The ramp generator increases the speed linearly with the acceleration. If e.g. a=1000 steps/s², then after 1s the speed is 1000 steps/s.
The full ramp consists of three phases: acceleration+coasting+deceleration. If the number of steps are less than the required steps for acceleration and deceleration, then there will not be any coasting phase.
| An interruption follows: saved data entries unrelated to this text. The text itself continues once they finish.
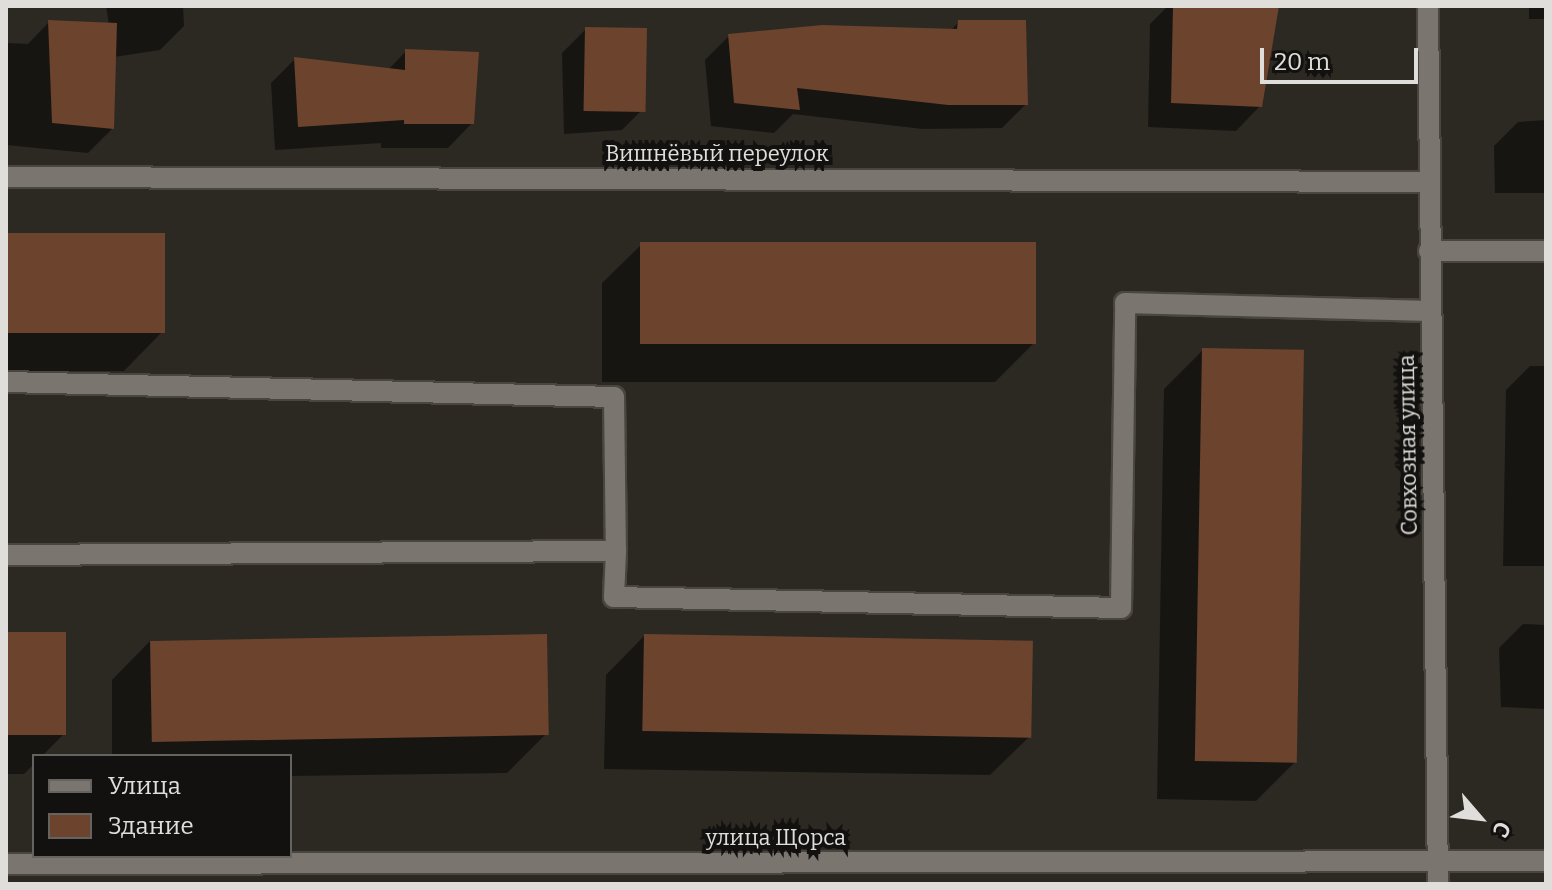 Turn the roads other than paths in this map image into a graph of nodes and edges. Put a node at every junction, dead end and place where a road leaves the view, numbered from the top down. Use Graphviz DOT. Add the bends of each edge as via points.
graph roads {
  1 [pos="1428,6"];
  2 [pos="6,177"];
  3 [pos="1428,182"];
  4 [pos="1429,251"];
  5 [pos="1546,251"];
  6 [pos="1430,311"];
  7 [pos="6,382"];
  8 [pos="616,551"];
  9 [pos="6,555"];
  10 [pos="1439,860"];
  11 [pos="1546,861"];
  12 [pos="6,864"];
  13 [pos="1438,884"];
  1 -- 3 [label="street, Совхозная улица"];
  2 -- 3 [label="street, Вишнёвый переулок"];
  3 -- 4 [label="street, Совхозная улица"];
  4 -- 5 [label="street"];
  4 -- 6 [label="street, Совхозная улица"];
  6 -- 8 [label="street" via="1125,303 1121,608 614,597"];
  6 -- 10 [label="street, Совхозная улица"];
  7 -- 8 [label="street" via="614,397"];
  8 -- 9 [label="street"];
  10 -- 11 [label="street, улица Щорса"];
  10 -- 12 [label="street, улица Щорса"];
  10 -- 13 [label="street, Совхозная улица"];
}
For illustration here an ascii chart of the ramp
Speed
| -------------------
| / \
| / \
| / \
0---/ \------
|<->|<--------------->|<->|
Ta Tc Td
-----------------------------------> Time
Ta ... acceleration time.
Tc ... coasting time.
Td ... deceleration time.
The total ramp time is Ta + Tc + Td = T
Due to acceleration = deceleration, the related times Ta and Td are same. $$ T=2*Ta+Tc $$
The steps executed in coasting are simply: $$ steps_{coasting} = v * Tc $$
The steps executed during acceleration and deceleration are: $$ steps_{acceleration} = 0.5 * a * Ta² $$
The total steps are:
$$
\begin{align}
steps &= steps_{acceleration} + steps_{coasting} + steps_{deceleration} \
&= 2 * steps_{acceleration} + steps_{coasting} \
&= a * Ta² + v * Tc \
&= a * Ta² + (a * Ta) * Tc \
&= a * Ta * (Ta + Tc) \
&= a * Ta * (T - Ta)
\end{align}
$$
This can be rearranged to calculate the required acceleration to perform steps during the total ramp time T and acceleration time Ta:
$$
a = \frac{steps}{ Ta * (T - Ta) }
$$
The stepper motor should perform 32000 steps in 10s.
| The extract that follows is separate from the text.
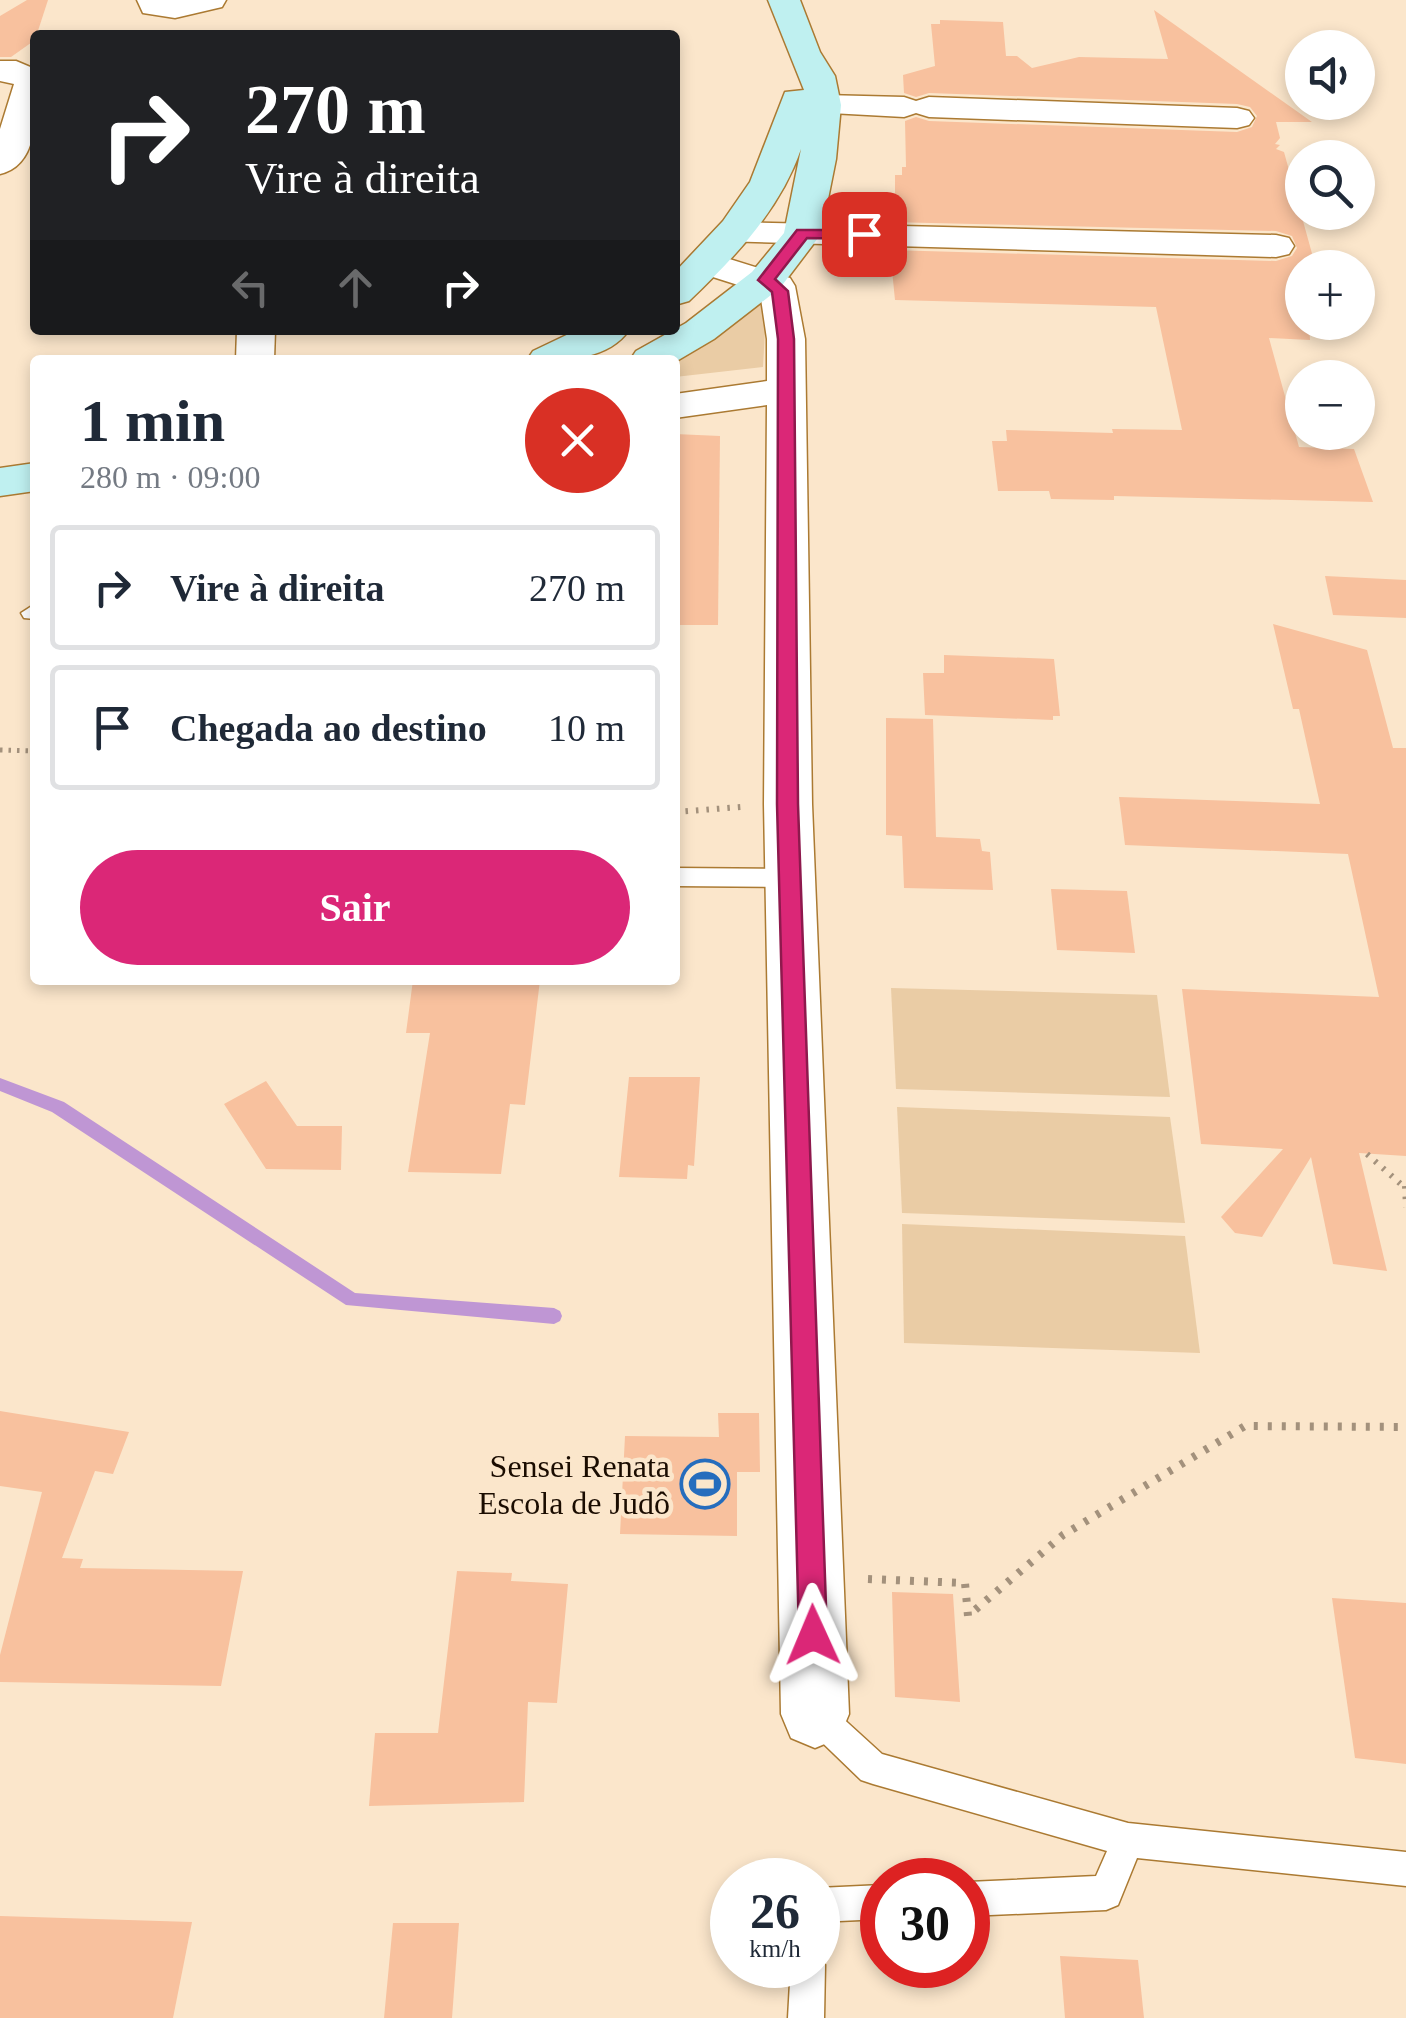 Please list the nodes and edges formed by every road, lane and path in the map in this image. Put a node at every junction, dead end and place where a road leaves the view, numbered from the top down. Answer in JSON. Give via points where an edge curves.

The required acceleration and speed for different acceleration times are calculated as this: $$ \begin{align} Ta = 1s => a &= \frac{32000}{1 * 9} steps/s² = 3556 steps/s² \ v &= aTa = 3556 steps/s => 281us/step \ Ta = 2s => a &= \frac{32000}{2 * 8} steps/s² = 2000 steps/s² \ v &= aTa = 4000 steps/s => 250us/step \ Ta = 3s => a &= \frac{32000}{3 * 7} steps/s² = 1524 steps/s² \ v &= aTa = 4571 steps/s => 218us/step \ Ta = 4s => a &= \frac{32000}{4 * 6} steps/s² = 1333 steps/s² \ v &= aTa = 5333 steps/s => 188us/step \ Ta = 5s => a &= \frac{32000}{5 * 5} steps/s² = 1280 steps/s² \ v &= a*Ta = 6400 steps/s => 156us/step \end{align} $$
As commands for the StepperDemo:
M1 A3556 V281 R32000
M1 A2000 V250 R32000
M1 A1524 V218 R32000
M1 A1333 V188 R32000
M1 A1280 V156 R32000
The minimum command time for a bundle of steps is MIN_CMD_TICKS. The ramp generator need to make sure,
that any command issued to the command queue meets this requirement.
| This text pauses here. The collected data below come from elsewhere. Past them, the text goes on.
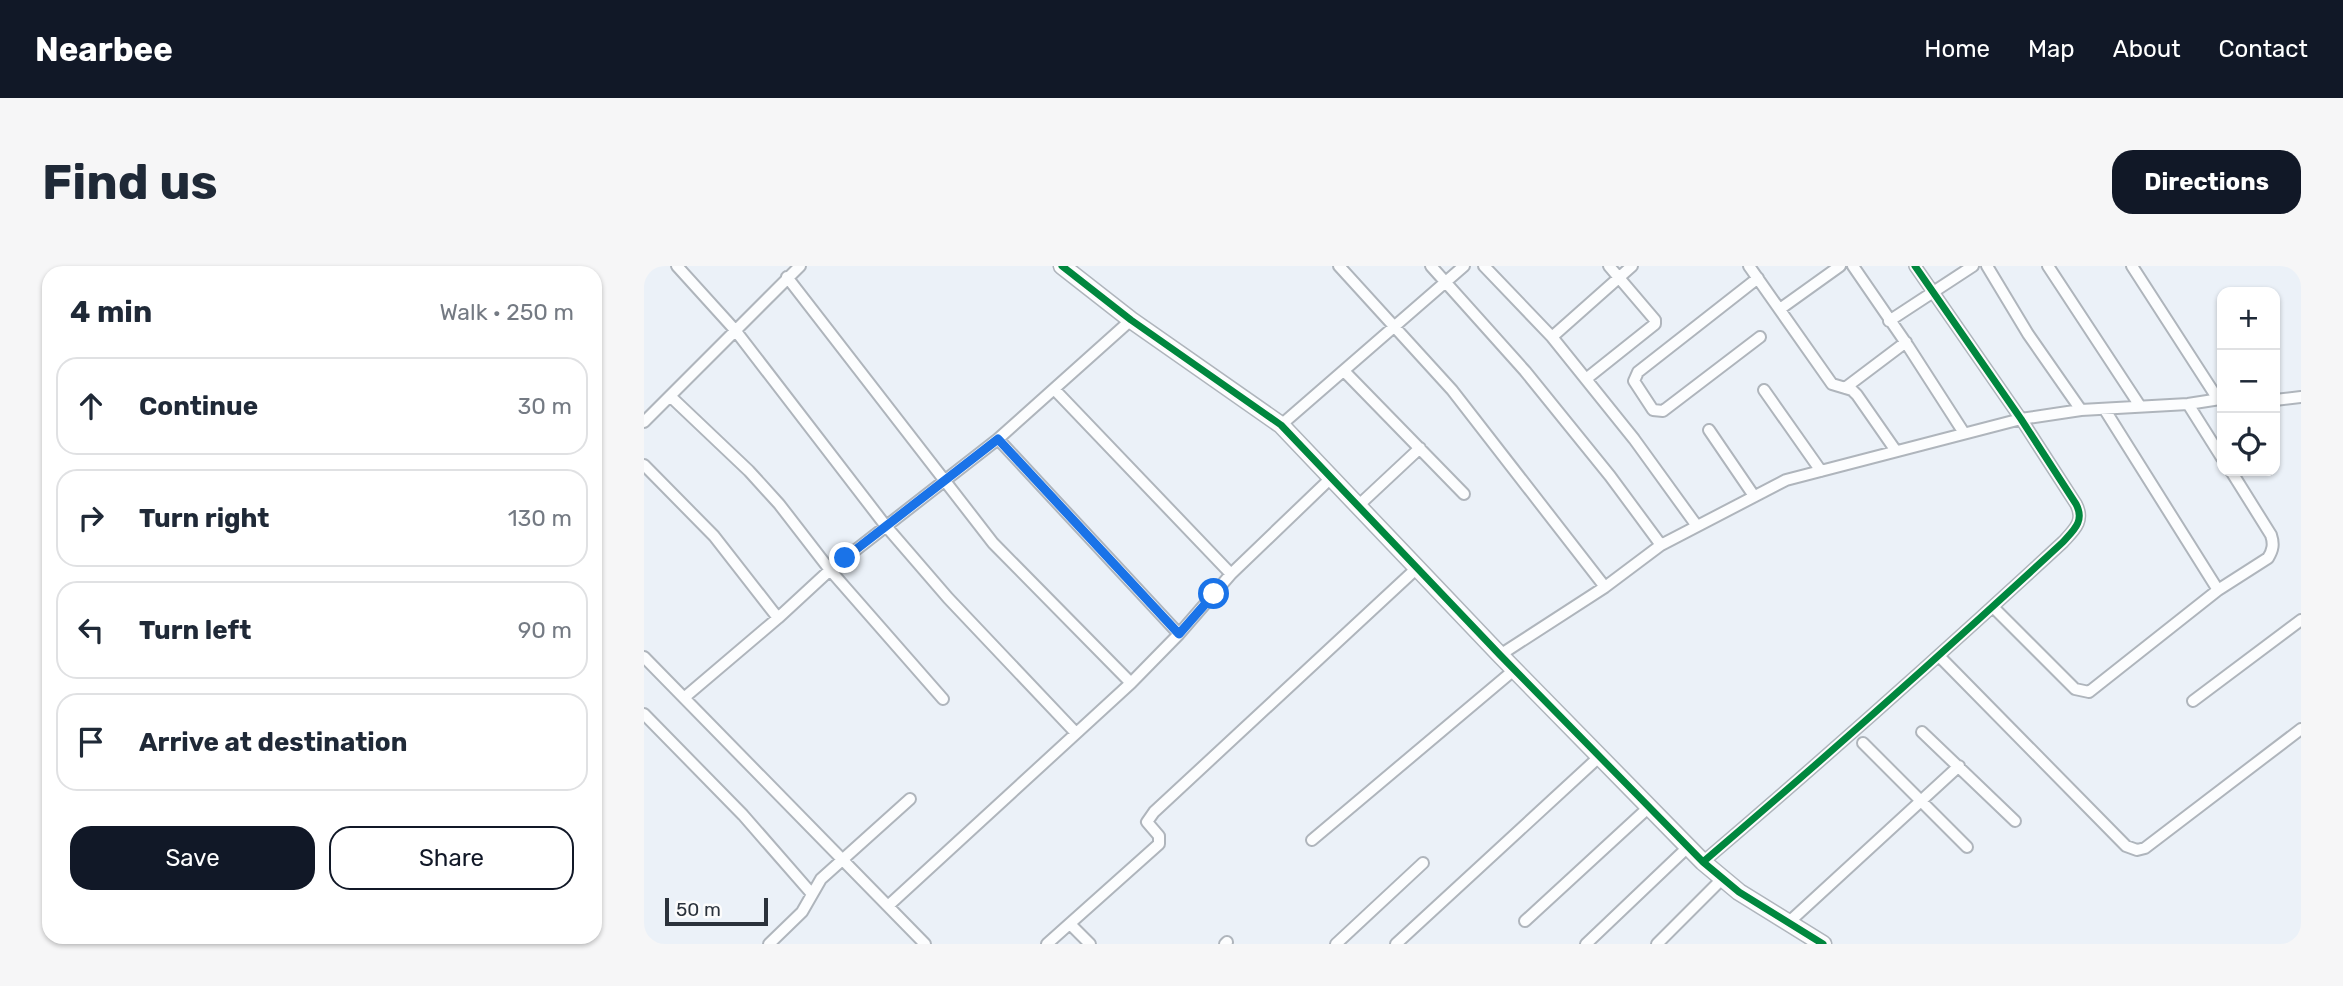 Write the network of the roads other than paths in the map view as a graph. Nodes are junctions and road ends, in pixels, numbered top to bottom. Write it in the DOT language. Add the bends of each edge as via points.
graph roads {
  1 [pos="677,266"];
  2 [pos="800,266"];
  3 [pos="1063,266"];
  4 [pos="1339,266"];
  5 [pos="1432,266"];
  6 [pos="1464,266"];
  7 [pos="1484,266"];
  8 [pos="1609,266"];
  9 [pos="1632,266"];
  10 [pos="1750,266"];
  11 [pos="1840,266"];
  12 [pos="1853,266"];
  13 [pos="1915,266"];
  14 [pos="1973,266"];
  15 [pos="1987,266"];
  16 [pos="2048,266"];
  17 [pos="2133,266"];
  18 [pos="787,277"];
  19 [pos="1620,278"];
  20 [pos="1758,278"];
  21 [pos="1446,283"];
  22 [pos="1934,293"];
  23 [pos="1780,309"];
  24 [pos="1131,320"];
  25 [pos="1889,321"];
  26 [pos="1395,327"];
  27 [pos="735,330"];
  28 [pos="1552,337"];
  29 [pos="1760,337"];
  30 [pos="1906,342"];
  31 [pos="1344,371"];
  32 [pos="1586,379"];
  33 [pos="1054,388"];
  34 [pos="1845,388"];
  35 [pos="1765,390"];
  36 [pos="2217,394"];
  37 [pos="670,396"];
  38 [pos="2301,397"];
  39 [pos="2280,399"];
  40 [pos="2217,400"];
  41 [pos="2188,404"];
  42 [pos="2140,406"];
  43 [pos="2105,410"];
  44 [pos="2081,411"];
  45 [pos="2021,419"];
  46 [pos="644,422"];
  47 [pos="1281,425"];
  48 [pos="1709,430"];
  49 [pos="1964,433"];
  50 [pos="998,439"];
  51 [pos="1420,448"];
  52 [pos="2217,450"];
  53 [pos="1896,452"];
  54 [pos="644,465"];
  55 [pos="1821,471"];
  56 [pos="2234,476"];
  57 [pos="1332,477"];
  58 [pos="945,481"];
  59 [pos="1464,494"];
  60 [pos="1754,496"];
  61 [pos="1359,506"];
  62 [pos="886,525"];
  63 [pos="1697,526"];
  64 [pos="1661,545"];
  65 [pos="1417,568"];
  66 [pos="830,570"];
  67 [pos="1231,574"];
  68 [pos="1605,587"];
  69 [pos="2218,590"];
  70 [pos="1993,607"];
  71 [pos="779,618"];
  72 [pos="2301,620"];
  73 [pos="1179,634"];
  74 [pos="1500,655"];
  75 [pos="1939,656"];
  76 [pos="644,657"];
  77 [pos="1514,670"];
  78 [pos="1131,683"];
  79 [pos="685,697"];
  80 [pos="943,699"];
  81 [pos="2193,701"];
  82 [pos="644,714"];
  83 [pos="2301,729"];
  84 [pos="1075,732"];
  85 [pos="1922,732"];
  86 [pos="1863,743"];
  87 [pos="1599,757"];
  88 [pos="1959,766"];
  89 [pos="910,799"];
  90 [pos="1920,801"];
  91 [pos="1648,808"];
  92 [pos="2015,821"];
  93 [pos="1312,839"];
  94 [pos="1688,847"];
  95 [pos="1967,848"];
  96 [pos="841,860"];
  97 [pos="1703,862"];
  98 [pos="1423,863"];
  99 [pos="1722,879"];
  100 [pos="812,894"];
  101 [pos="888,906"];
  102 [pos="1525,921"];
  103 [pos="1788,923"];
  104 [pos="1070,924"];
  105 [pos="1811,941"];
  106 [pos="769,944"];
  107 [pos="925,944"];
  108 [pos="1047,944"];
  109 [pos="1090,944"];
  110 [pos="1336,944"];
  111 [pos="1396,944"];
  112 [pos="1586,944"];
  113 [pos="1657,944"];
  1 -- 27 [label="street"];
  2 -- 18 [label="street"];
  3 -- 24 [label="street"];
  4 -- 26 [label="street"];
  5 -- 21 [label="street"];
  6 -- 21 [label="street"];
  7 -- 28 [label="street"];
  8 -- 19 [label="street"];
  9 -- 19 [label="street"];
  10 -- 20 [label="street"];
  11 -- 23 [label="street"];
  12 -- 25 [label="street"];
  13 -- 22 [label="street"];
  14 -- 22 [label="street"];
  15 -- 44 [label="street"];
  16 -- 42 [label="street"];
  17 -- 36 [label="street"];
  18 -- 27 [label="street"];
  18 -- 58 [label="street"];
  19 -- 28 [label="street"];
  19 -- 32 [label="street" via="1655,324"];
  20 -- 23 [label="street"];
  20 -- 29 [label="street" via="1638,372 1634,381 1653,410 1663,411"];
  21 -- 26 [label="street"];
  21 -- 64 [label="street" via="1525,371"];
  22 -- 25 [label="street"];
  22 -- 45 [label="street"];
  23 -- 34 [label="street" via="1832,384"];
  24 -- 33 [label="street"];
  24 -- 47 [label="street"];
  25 -- 30 [label="street"];
  26 -- 31 [label="street"];
  26 -- 68 [label="street" via="1452,390"];
  27 -- 37 [label="street"];
  27 -- 62 [label="street"];
  28 -- 32 [label="street"];
  30 -- 34 [label="street"];
  30 -- 49 [label="street"];
  31 -- 47 [label="street"];
  31 -- 51 [label="street"];
  32 -- 63 [label="street"];
  33 -- 50 [label="street"];
  33 -- 67 [label="street"];
  34 -- 53 [label="street" via="1857,395"];
  35 -- 55 [label="street"];
  37 -- 46 [label="street"];
  37 -- 66 [label="street" via="749,471"];
  38 -- 39 [label="street"];
  40 -- 41 [label="street"];
  41 -- 42 [label="street"];
  41 -- 52 [label="street"];
  42 -- 43 [label="street"];
  43 -- 44 [label="street"];
  43 -- 69 [label="street"];
  44 -- 45 [label="street"];
  45 -- 49 [label="street"];
  45 -- 70 [label="street" via="2080,517 2063,542"];
  47 -- 57 [label="street"];
  48 -- 60 [label="street"];
  49 -- 53 [label="street"];
  50 -- 58 [label="street"];
  50 -- 73 [label="street"];
  51 -- 59 [label="street"];
  51 -- 61 [label="street"];
  53 -- 55 [label="street"];
  54 -- 71 [label="street" via="714,536"];
  55 -- 60 [label="street" via="1786,480"];
  56 -- 69 [label="street" via="2274,542 2268,558"];
  57 -- 61 [label="street"];
  57 -- 67 [label="street"];
  58 -- 62 [label="street"];
  58 -- 78 [label="street" via="993,543"];
  60 -- 63 [label="street"];
  61 -- 65 [label="street"];
  62 -- 66 [label="street"];
  62 -- 84 [label="street"];
  63 -- 64 [label="street"];
  64 -- 68 [label="street"];
  65 -- 74 [label="street"];
  65 -- 104 [label="street" via="1154,812 1147,822 1159,844"];
  66 -- 71 [label="street"];
  66 -- 80 [label="street"];
  67 -- 73 [label="street"];
  68 -- 74 [label="street"];
  69 -- 70 [label="street" via="2089,692 2076,689"];
  70 -- 75 [label="street"];
  71 -- 79 [label="street"];
  72 -- 81 [label="street"];
  73 -- 78 [label="street"];
  74 -- 77 [label="street"];
  75 -- 83 [label="street" via="2126,846 2137,850"];
  75 -- 97 [label="street"];
  76 -- 79 [label="street"];
  77 -- 87 [label="street"];
  77 -- 93 [label="street"];
  78 -- 84 [label="street"];
  79 -- 96 [label="street"];
  82 -- 100 [label="street"];
  84 -- 101 [label="street"];
  85 -- 88 [label="street"];
  86 -- 90 [label="street"];
  87 -- 91 [label="street"];
  87 -- 111 [label="street"];
  88 -- 90 [label="street"];
  88 -- 92 [label="street"];
  89 -- 96 [label="street"];
  90 -- 95 [label="street"];
  90 -- 103 [label="street"];
  91 -- 94 [label="street"];
  91 -- 102 [label="street"];
  94 -- 97 [label="street"];
  94 -- 112 [label="street"];
  96 -- 100 [label="street"];
  96 -- 101 [label="street"];
  97 -- 99 [label="street"];
  98 -- 110 [label="street"];
  99 -- 103 [label="street"];
  99 -- 113 [label="street"];
  100 -- 106 [label="street" via="802,912"];
  101 -- 107 [label="street"];
  103 -- 105 [label="street"];
  104 -- 108 [label="street"];
  104 -- 109 [label="street"];
}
With high acceleration this can get problematic coming from or going to stand still.
The required condition to meet this requirement is: $$ steps * \frac{1}{v} \ge T_{CMD} $$
From stand still the speed after MIN_CMD_TICKSis:
$$
v_{start} = a * T_{CMD}
$$
So the related condition for steps is: $$ \begin{align} steps * \frac{1}{a * T_{CMD}} &\ge T_{CMD} \ steps &\ge a * T_{CMD}^2 \end{align} $$
Based on this there can be deducted two problems:
-
Any move command with less steps cannot be fulfilled with this acceleration
=> Remedy: Run these steps at maximum allowed speed based on
MIN_CMD_TICKS -
While ramping down the last issued command may violate this condition
=> Remedy: Run these steps at maximum allowed speed based on
MIN_CMD_TICKS. The problem is to distinguish this case from a legitimate overshoot situation.